Closed apredeus closed 4 years ago
Hi Alex,
Based on the distribution, it might be worth trying a higher K with the 2D Gaussian (e.g. K=10), although DBSCAN would probably be better – is there any error message when DBSCAN fails? Have you tried altering the DBSCAN parameters? Looking at the distribution, it may be worth refining the model in the core only mode (--indiv-refine).
Nick.
From: Alex Predeus notifications@github.com Reply to: johnlees/PopPUNK reply@reply.github.com Date: Friday, 18 October 2019 at 20:46 To: johnlees/PopPUNK PopPUNK@noreply.github.com Cc: Subscribed subscribed@noreply.github.com Subject: [johnlees/PopPUNK] Can't fit the model for Salmonella Enteritidis (#53)
Hello John,
thank you for a very interesting tool.

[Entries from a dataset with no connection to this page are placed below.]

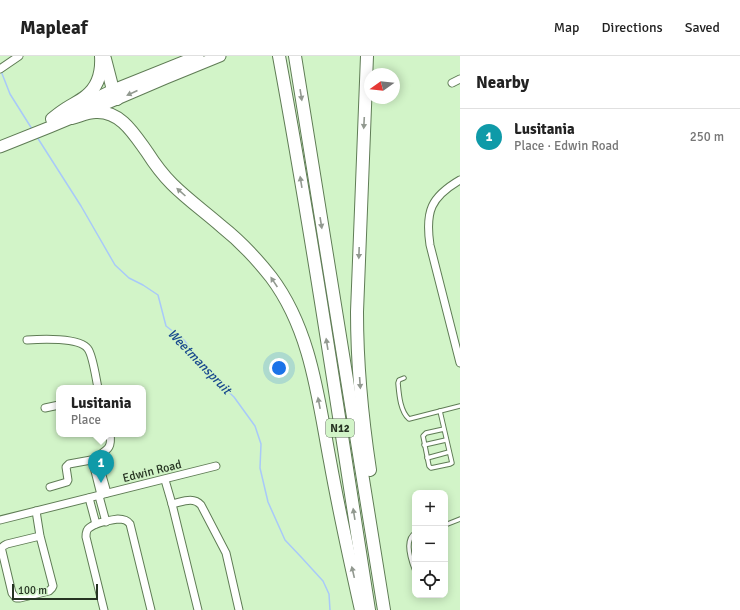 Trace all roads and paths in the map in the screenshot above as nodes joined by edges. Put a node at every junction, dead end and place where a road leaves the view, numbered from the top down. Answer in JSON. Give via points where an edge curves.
{"nodes":[{"id":1,"x":19,"y":56,"type":"edge"},
{"id":2,"x":101,"y":56,"type":"edge"},
{"id":3,"x":105,"y":56,"type":"edge"},
{"id":4,"x":198,"y":56,"type":"edge"},
{"id":5,"x":220,"y":56,"type":"edge"},
{"id":6,"x":276,"y":56,"type":"edge"},
{"id":7,"x":279,"y":56,"type":"edge"},
{"id":8,"x":294,"y":56,"type":"edge"},
{"id":9,"x":367,"y":56,"type":"edge"},
{"id":10,"x":0,"y":68,"type":"edge"},
{"id":11,"x":460,"y":80,"type":"edge"},
{"id":12,"x":452,"y":83,"type":"dead end"},
{"id":13,"x":115,"y":95,"type":"junction"},
{"id":14,"x":289,"y":110,"type":"junction"},
{"id":15,"x":72,"y":118,"type":"junction"},
{"id":16,"x":50,"y":122,"type":"junction"},
{"id":17,"x":27,"y":133,"type":"junction"},
{"id":18,"x":0,"y":141,"type":"edge"},
{"id":19,"x":0,"y":147,"type":"edge"},
{"id":20,"x":460,"y":180,"type":"edge"},
{"id":21,"x":27,"y":340,"type":"dead end"},
{"id":22,"x":460,"y":363,"type":"edge"},
{"id":23,"x":404,"y":378,"type":"dead end"},
{"id":24,"x":97,"y":385,"type":"edge"},
{"id":25,"x":56,"y":406,"type":"edge"},
{"id":26,"x":460,"y":406,"type":"edge"},
{"id":27,"x":45,"y":408,"type":"dead end"},
{"id":28,"x":440,"y":411,"type":"junction"},
{"id":29,"x":444,"y":429,"type":"junction"},
{"id":30,"x":110,"y":437,"type":"edge"},
{"id":31,"x":446,"y":440,"type":"junction"},
{"id":32,"x":424,"y":445,"type":"junction"},
{"id":33,"x":449,"y":452,"type":"junction"},
{"id":34,"x":427,"y":458,"type":"junction"},
{"id":35,"x":95,"y":460,"type":"junction"},
{"id":36,"x":216,"y":466,"type":"dead end"},
{"id":37,"x":165,"y":480,"type":"junction"},
{"id":38,"x":50,"y":487,"type":"dead end"},
{"id":39,"x":102,"y":495,"type":"junction"},
{"id":40,"x":89,"y":498,"type":"junction"},
{"id":41,"x":172,"y":504,"type":"junction"},
{"id":42,"x":36,"y":511,"type":"junction"},
{"id":43,"x":460,"y":519,"type":"edge"},
{"id":44,"x":0,"y":520,"type":"edge"},
{"id":45,"x":106,"y":522,"type":"junction"},
{"id":46,"x":96,"y":524,"type":"junction"},
{"id":47,"x":448,"y":524,"type":"edge"},
{"id":48,"x":412,"y":535,"type":"edge"},
{"id":49,"x":40,"y":536,"type":"junction"},
{"id":50,"x":412,"y":563,"type":"edge"},
{"id":51,"x":383,"y":604,"type":"edge"},
{"id":52,"x":104,"y":610,"type":"edge"},
{"id":53,"x":151,"y":610,"type":"edge"},
{"id":54,"x":198,"y":610,"type":"edge"},
{"id":55,"x":239,"y":610,"type":"edge"},
{"id":56,"x":361,"y":610,"type":"edge"},
{"id":57,"x":369,"y":610,"type":"edge"}],
"edges":[{"from":1,"to":10,"type":"street"},
{"from":2,"to":16,"type":"highway","via":[[100,75],[93,89]]},
{"from":3,"to":13,"type":"highway"},
{"from":4,"to":13,"type":"main road"},
{"from":5,"to":13,"type":"main road","one_way":true},
{"from":6,"to":14,"type":"highway"},
{"from":7,"to":14,"type":"highway","number":"N12"},
{"from":8,"to":51,"type":"highway","number":"N12","one_way":true},
{"from":9,"to":51,"type":"highway","one_way":true,"via":[[357,350],[381,560]]},
{"from":11,"to":12,"type":"street"},
{"from":13,"to":15,"type":"main road"},
{"from":13,"to":16,"type":"main road"},
{"from":57,"to":14,"type":"highway","number":"N12","one_way":true},
{"from":15,"to":16,"type":"main road"},
{"from":56,"to":15,"type":"highway","one_way":true,"via":[[313,374],[294,317],[283,296],[247,249],[172,184],[123,121],[100,112],[90,112]]},
{"from":16,"to":17,"type":"main road"},
{"from":17,"to":18,"type":"main road"},
{"from":17,"to":19,"type":"main road"},
{"from":20,"to":22,"type":"street","via":[[437,197],[429,214],[428,230]]},
{"from":21,"to":24,"type":"street","via":[[46,339],[84,345],[90,354]]},
{"from":23,"to":28,"type":"lane","via":[[398,382],[400,398],[408,419]]},
{"from":25,"to":27,"type":"street"},
{"from":26,"to":28,"type":"lane"},
{"from":28,"to":29,"type":"lane"},
{"from":29,"to":31,"type":"lane"},
{"from":29,"to":32,"type":"lane","via":[[424,434]]},
{"from":30,"to":35,"type":"street","via":[[111,446]]},
{"from":31,"to":32,"type":"lane"},
{"from":31,"to":33,"type":"lane"},
{"from":32,"to":34,"type":"lane"},
{"from":33,"to":34,"type":"lane"},
{"from":33,"to":34,"type":"lane","via":[[452,462],[450,464],[431,468]]},
{"from":35,"to":38,"type":"street","via":[[69,464],[66,468],[67,482]]},
{"from":35,"to":39,"type":"street"},
{"from":36,"to":37,"type":"street","name":"Edwin Road"},
{"from":37,"to":39,"type":"street","name":"Edwin Road"},
{"from":37,"to":41,"type":"street"},
{"from":39,"to":40,"type":"street","name":"Edwin Road"},
{"from":39,"to":45,"type":"street"},
{"from":40,"to":42,"type":"street","name":"Edwin Road"},
{"from":40,"to":46,"type":"street"},
{"from":41,"to":54,"type":"street"},
{"from":41,"to":55,"type":"street","via":[[191,500],[201,505],[226,553]]},
{"from":42,"to":44,"type":"street","name":"Edwin Road"},
{"from":42,"to":49,"type":"street"},
{"from":43,"to":47,"type":"lane"},
{"from":45,"to":46,"type":"street"},
{"from":45,"to":53,"type":"street","via":[[122,518],[130,524]]},
{"from":46,"to":52,"type":"street","via":[[89,527],[86,537]]},
{"from":48,"to":50,"type":"lane","via":[[409,546]]},
{"from":49,"to":49,"type":"street","via":[[52,588],[47,592],[16,598],[12,593],[2,548],[7,544]]}]}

I'm trying to fit a model for about ~ 3000 genomes of specific Salmonella serovar (Enteritidis). Problem is, it seems, that its pangenome is not that diverse, and model fit does quite terribly. Default settings (K=2) produced fit with score of 0.0604. Refinement failed with no error message, and DBSCAN also just fails. Fitting model with K=3 generates the following parameters; however, it identifies 82 clusters which seems excessive?
I'd appreciate any advice on how to get it to work. Thank you! I've attached the accessory/core genome plot.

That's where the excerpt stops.